I'd like to tell you a story.
I was born in Memphis, Tennessee. Now, the South is not known as a bastion of tolerance. But that's where my father wound up for graduate school. A native New Yorker and philosophy student, he was not exactly prepared to become a southern boy. But Memphis state offered him a scholarship, and away he went.
When I was very young, my father received a disturbing piece of mail. Not the first, but probably the most vicious, the pamphlet wanted to know if he'd accepted Jesus into his heart. It said that he was going to hell if he didn't believe. It warned of the fire and brimstone that was coming.

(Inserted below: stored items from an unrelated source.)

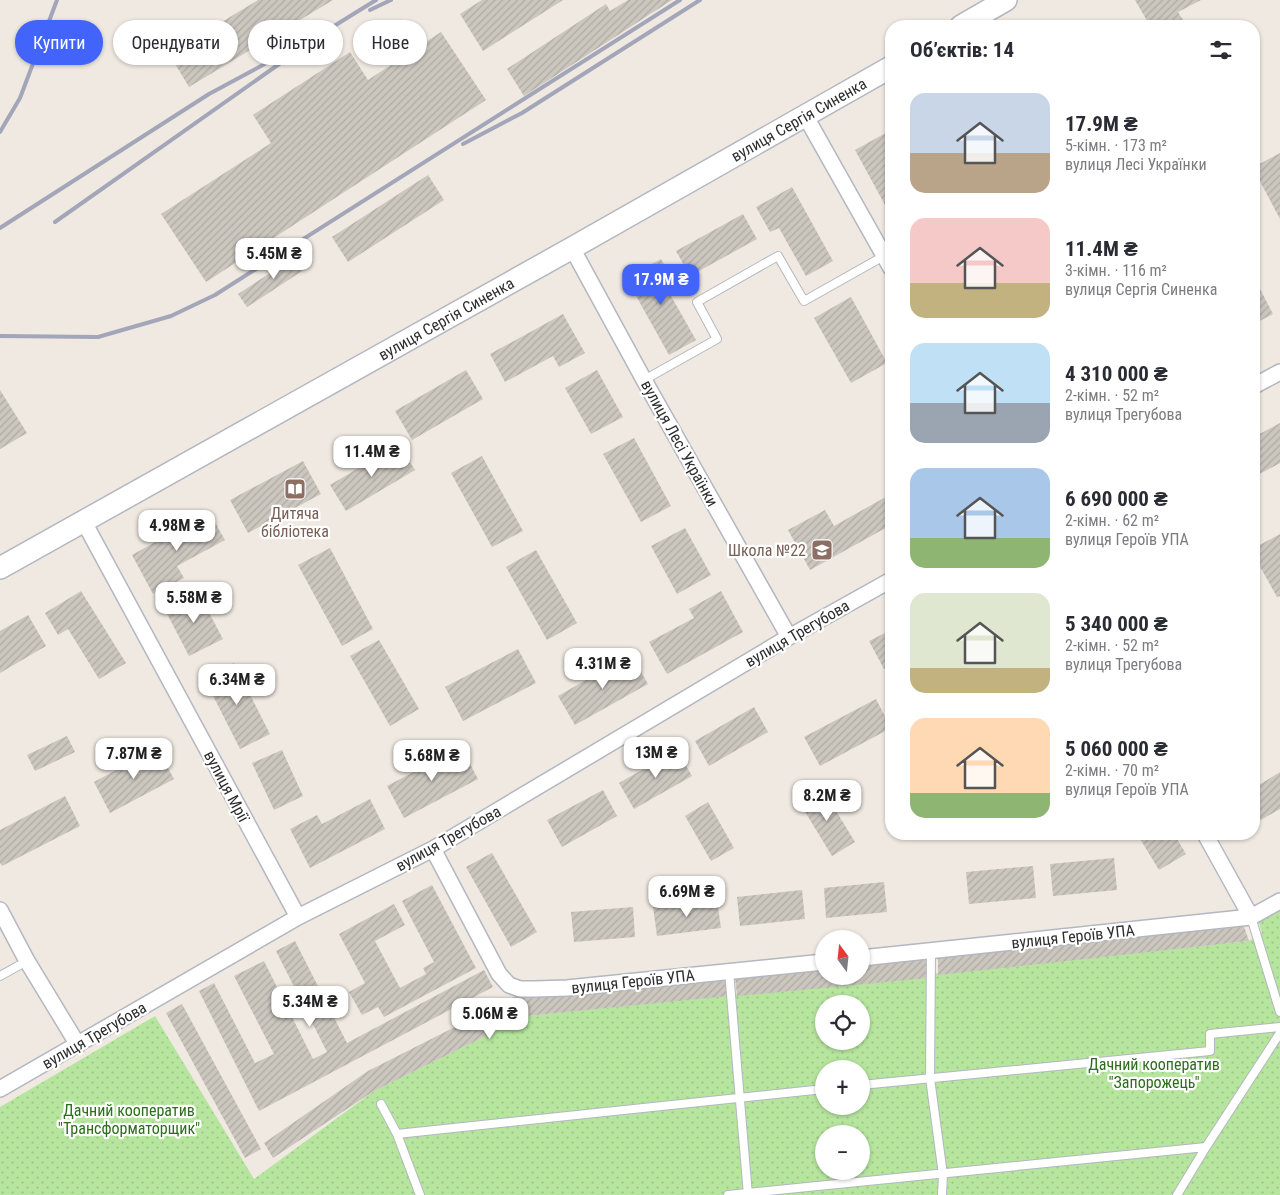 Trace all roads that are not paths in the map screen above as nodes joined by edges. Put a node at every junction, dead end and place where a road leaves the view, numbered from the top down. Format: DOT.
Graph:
graph roads {
  1 [pos="1006,0"];
  2 [pos="971,20"];
  3 [pos="885,71"];
  4 [pos="806,117"];
  5 [pos="572,248"];
  6 [pos="885,257"];
  7 [pos="885,263"];
  8 [pos="1280,372"];
  9 [pos="644,380"];
  10 [pos="1260,383"];
  11 [pos="84,522"];
  12 [pos="0,568"];
  13 [pos="885,583"];
  14 [pos="789,637"];
  15 [pos="1208,840"];
  16 [pos="433,848"];
  17 [pos="1280,901"];
  18 [pos="0,910"];
  19 [pos="298,917"];
  20 [pos="1251,917"];
  21 [pos="931,951"];
  22 [pos="870,957"];
  23 [pos="28,961"];
  24 [pos="815,963"];
  25 [pos="729,971"];
  26 [pos="0,976"];
  27 [pos="1280,1012"];
  28 [pos="1280,1027"];
  29 [pos="1280,1033"];
  30 [pos="78,1045"];
  31 [pos="930,1078"];
  32 [pos="870,1084"];
  33 [pos="0,1089"];
  34 [pos="815,1090"];
  35 [pos="739,1098"];
  36 [pos="381,1104"];
  37 [pos="397,1134"];
  38 [pos="1206,1147"];
  39 [pos="943,1174"];
  40 [pos="748,1194"];
  41 [pos="420,1195"];
  42 [pos="728,1195"];
  43 [pos="942,1195"];
  44 [pos="1177,1195"];
  1 -- 2 [label="street"];
  3 -- 4 [label="street, вулиця Сергія Синенка"];
  4 -- 5 [label="street, вулиця Сергія Синенка"];
  4 -- 6 [label="street"];
  5 -- 9 [label="street, вулиця Лесі Українки"];
  5 -- 11 [label="street, вулиця Сергія Синенка"];
  7 -- 9 [label="lane"];
  8 -- 10 [label="street"];
  9 -- 14 [label="street, вулиця Лесі Українки"];
  11 -- 12 [label="street, вулиця Сергія Синенка"];
  11 -- 19 [label="street, вулиця Мрії"];
  13 -- 14 [label="street, вулиця Трегубова"];
  14 -- 16 [label="street, вулиця Трегубова"];
  15 -- 20 [label="street"];
  16 -- 19 [label="street, вулиця Трегубова"];
  16 -- 25 [label="street, вулиця Героїв УПА"];
  17 -- 20 [label="street, вулиця Героїв УПА"];
  18 -- 23 [label="street"];
  19 -- 30 [label="street, вулиця Трегубова"];
  20 -- 21 [label="street, вулиця Героїв УПА"];
  20 -- 27 [label="lane"];
  21 -- 22 [label="street, вулиця Героїв УПА"];
  21 -- 31 [label="lane"];
  23 -- 26 [label="lane"];
  23 -- 30 [label="street"];
  24 -- 25 [label="street, вулиця Героїв УПА"];
  25 -- 35 [label="lane"];
  28 -- 31 [label="lane"];
  29 -- 38 [label="lane"];
  30 -- 33 [label="street, вулиця Трегубова"];
  31 -- 32 [label="lane"];
  31 -- 39 [label="lane"];
  34 -- 35 [label="lane"];
  35 -- 37 [label="lane"];
  35 -- 40 [label="lane"];
  36 -- 37 [label="lane"];
  37 -- 41 [label="lane"];
  38 -- 39 [label="lane"];
  38 -- 44 [label="lane"];
  39 -- 40 [label="lane"];
  39 -- 43 [label="lane"];
  40 -- 42 [label="lane"];
}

It was a piece of religious zealotry that can only come from a wickedly intolerant mind.
- And we are Jewish.
My dad, not very good at keeping quiet (much like his son) went to work. He wrote a guest editorial in the local paper decrying the lack of tolerance. He went so far as to say:
The first step to any true religion is tolerance of other views.What happened next is a little fuzzy. My parents don't like to talk about it. But the people of Memphis didn't have much use for an uppity Jew and we moved away not long after, leaving the crank phone calls and threats behind.
- But never far behind.
When I was a teenager in Southern California I didn't understand this story. I thought that tolerance was weakness, that opinions made character, that I was right and everyone else was wrong.
But as I get older I begin to notice my dad's words coming out of my mouth and I start to long for my father's tolerance. My dad is a man who can have a conversation with anyone. He defends views he doesn't agree with. He's a card carrying member of the ACLU.
And people flock to him.
People flock to him because he's open and caring and non-judgmental. And, in a word, tolerant.
In this age of flame wars and indecent legislation, it's a quality best not forgotten.